(Given entries begins)
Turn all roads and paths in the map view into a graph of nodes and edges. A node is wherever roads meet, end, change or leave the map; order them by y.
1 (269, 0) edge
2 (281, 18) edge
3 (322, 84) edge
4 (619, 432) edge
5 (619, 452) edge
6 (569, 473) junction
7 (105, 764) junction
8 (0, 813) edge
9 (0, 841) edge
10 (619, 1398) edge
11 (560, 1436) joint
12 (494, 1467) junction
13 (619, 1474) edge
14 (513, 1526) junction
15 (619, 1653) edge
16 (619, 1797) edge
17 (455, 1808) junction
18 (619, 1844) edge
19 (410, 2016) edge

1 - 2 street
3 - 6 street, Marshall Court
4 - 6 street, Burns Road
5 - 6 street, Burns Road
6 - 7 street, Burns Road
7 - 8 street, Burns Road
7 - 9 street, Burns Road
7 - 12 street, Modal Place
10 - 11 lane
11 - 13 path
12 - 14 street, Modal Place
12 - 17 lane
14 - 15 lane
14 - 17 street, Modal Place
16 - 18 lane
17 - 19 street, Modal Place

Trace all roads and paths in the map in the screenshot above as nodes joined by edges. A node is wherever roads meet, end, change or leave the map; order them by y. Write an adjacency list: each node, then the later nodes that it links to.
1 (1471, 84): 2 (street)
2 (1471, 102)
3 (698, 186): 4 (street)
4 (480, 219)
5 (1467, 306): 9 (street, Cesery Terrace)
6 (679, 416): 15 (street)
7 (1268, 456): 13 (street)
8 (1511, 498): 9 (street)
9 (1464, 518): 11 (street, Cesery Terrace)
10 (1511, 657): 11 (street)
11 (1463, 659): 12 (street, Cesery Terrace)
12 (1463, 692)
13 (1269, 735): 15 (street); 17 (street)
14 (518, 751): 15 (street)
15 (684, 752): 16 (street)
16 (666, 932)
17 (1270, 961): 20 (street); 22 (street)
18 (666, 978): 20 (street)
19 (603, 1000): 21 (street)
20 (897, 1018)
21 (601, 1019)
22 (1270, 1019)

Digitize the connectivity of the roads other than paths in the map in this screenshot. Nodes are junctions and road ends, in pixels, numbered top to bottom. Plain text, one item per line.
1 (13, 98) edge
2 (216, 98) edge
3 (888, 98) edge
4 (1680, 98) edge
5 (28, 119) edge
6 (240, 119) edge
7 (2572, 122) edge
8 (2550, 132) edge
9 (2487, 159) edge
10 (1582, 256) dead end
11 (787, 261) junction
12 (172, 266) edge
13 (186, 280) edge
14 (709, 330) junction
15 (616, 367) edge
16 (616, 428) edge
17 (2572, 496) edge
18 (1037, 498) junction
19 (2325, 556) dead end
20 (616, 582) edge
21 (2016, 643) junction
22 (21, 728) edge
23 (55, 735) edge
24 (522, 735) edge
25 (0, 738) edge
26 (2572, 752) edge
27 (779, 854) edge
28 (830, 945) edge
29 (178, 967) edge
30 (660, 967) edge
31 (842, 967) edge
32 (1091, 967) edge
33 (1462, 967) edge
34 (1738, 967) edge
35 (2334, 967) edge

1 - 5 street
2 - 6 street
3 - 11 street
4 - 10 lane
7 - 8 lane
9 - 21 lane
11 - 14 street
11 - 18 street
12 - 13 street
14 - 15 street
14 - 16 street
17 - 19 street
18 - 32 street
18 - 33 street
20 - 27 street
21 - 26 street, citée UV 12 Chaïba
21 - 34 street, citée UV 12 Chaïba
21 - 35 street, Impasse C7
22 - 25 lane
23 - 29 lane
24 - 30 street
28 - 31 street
(Given entries ends)
_Task statement_
A word-for-word restatement of the data above is required.

_Solution to this problem_
Turn all roads and paths in the map view into a graph of nodes and edges. A node is wherever roads meet, end, change or leave the map; order them by y.
1 (269, 0) edge
2 (281, 18) edge
3 (322, 84) edge
4 (619, 432) edge
5 (619, 452) edge
6 (569, 473) junction
7 (105, 764) junction
8 (0, 813) edge
9 (0, 841) edge
10 (619, 1398) edge
11 (560, 1436) joint
12 (494, 1467) junction
13 (619, 1474) edge
14 (513, 1526) junction
15 (619, 1653) edge
16 (619, 1797) edge
17 (455, 1808) junction
18 (619, 1844) edge
19 (410, 2016) edge

1 - 2 street
3 - 6 street, Marshall Court
4 - 6 street, Burns Road
5 - 6 street, Burns Road
6 - 7 street, Burns Road
7 - 8 street, Burns Road
7 - 9 street, Burns Road
7 - 12 street, Modal Place
10 - 11 lane
11 - 13 path
12 - 14 street, Modal Place
12 - 17 lane
14 - 15 lane
14 - 17 street, Modal Place
16 - 18 lane
17 - 19 street, Modal Place

Trace all roads and paths in the map in the screenshot above as nodes joined by edges. A node is wherever roads meet, end, change or leave the map; order them by y. Write an adjacency list: each node, then the later nodes that it links to.
1 (1471, 84): 2 (street)
2 (1471, 102)
3 (698, 186): 4 (street)
4 (480, 219)
5 (1467, 306): 9 (street, Cesery Terrace)
6 (679, 416): 15 (street)
7 (1268, 456): 13 (street)
8 (1511, 498): 9 (street)
9 (1464, 518): 11 (street, Cesery Terrace)
10 (1511, 657): 11 (street)
11 (1463, 659): 12 (street, Cesery Terrace)
12 (1463, 692)
13 (1269, 735): 15 (street); 17 (street)
14 (518, 751): 15 (street)
15 (684, 752): 16 (street)
16 (666, 932)
17 (1270, 961): 20 (street); 22 (street)
18 (666, 978): 20 (street)
19 (603, 1000): 21 (street)
20 (897, 1018)
21 (601, 1019)
22 (1270, 1019)

Digitize the connectivity of the roads other than paths in the map in this screenshot. Nodes are junctions and road ends, in pixels, numbered top to bottom. Plain text, one item per line.
1 (13, 98) edge
2 (216, 98) edge
3 (888, 98) edge
4 (1680, 98) edge
5 (28, 119) edge
6 (240, 119) edge
7 (2572, 122) edge
8 (2550, 132) edge
9 (2487, 159) edge
10 (1582, 256) dead end
11 (787, 261) junction
12 (172, 266) edge
13 (186, 280) edge
14 (709, 330) junction
15 (616, 367) edge
16 (616, 428) edge
17 (2572, 496) edge
18 (1037, 498) junction
19 (2325, 556) dead end
20 (616, 582) edge
21 (2016, 643) junction
22 (21, 728) edge
23 (55, 735) edge
24 (522, 735) edge
25 (0, 738) edge
26 (2572, 752) edge
27 (779, 854) edge
28 (830, 945) edge
29 (178, 967) edge
30 (660, 967) edge
31 (842, 967) edge
32 (1091, 967) edge
33 (1462, 967) edge
34 (1738, 967) edge
35 (2334, 967) edge

1 - 5 street
2 - 6 street
3 - 11 street
4 - 10 lane
7 - 8 lane
9 - 21 lane
11 - 14 street
11 - 18 street
12 - 13 street
14 - 15 street
14 - 16 street
17 - 19 street
18 - 32 street
18 - 33 street
20 - 27 street
21 - 26 street, citée UV 12 Chaïba
21 - 34 street, citée UV 12 Chaïba
21 - 35 street, Impasse C7
22 - 25 lane
23 - 29 lane
24 - 30 street
28 - 31 street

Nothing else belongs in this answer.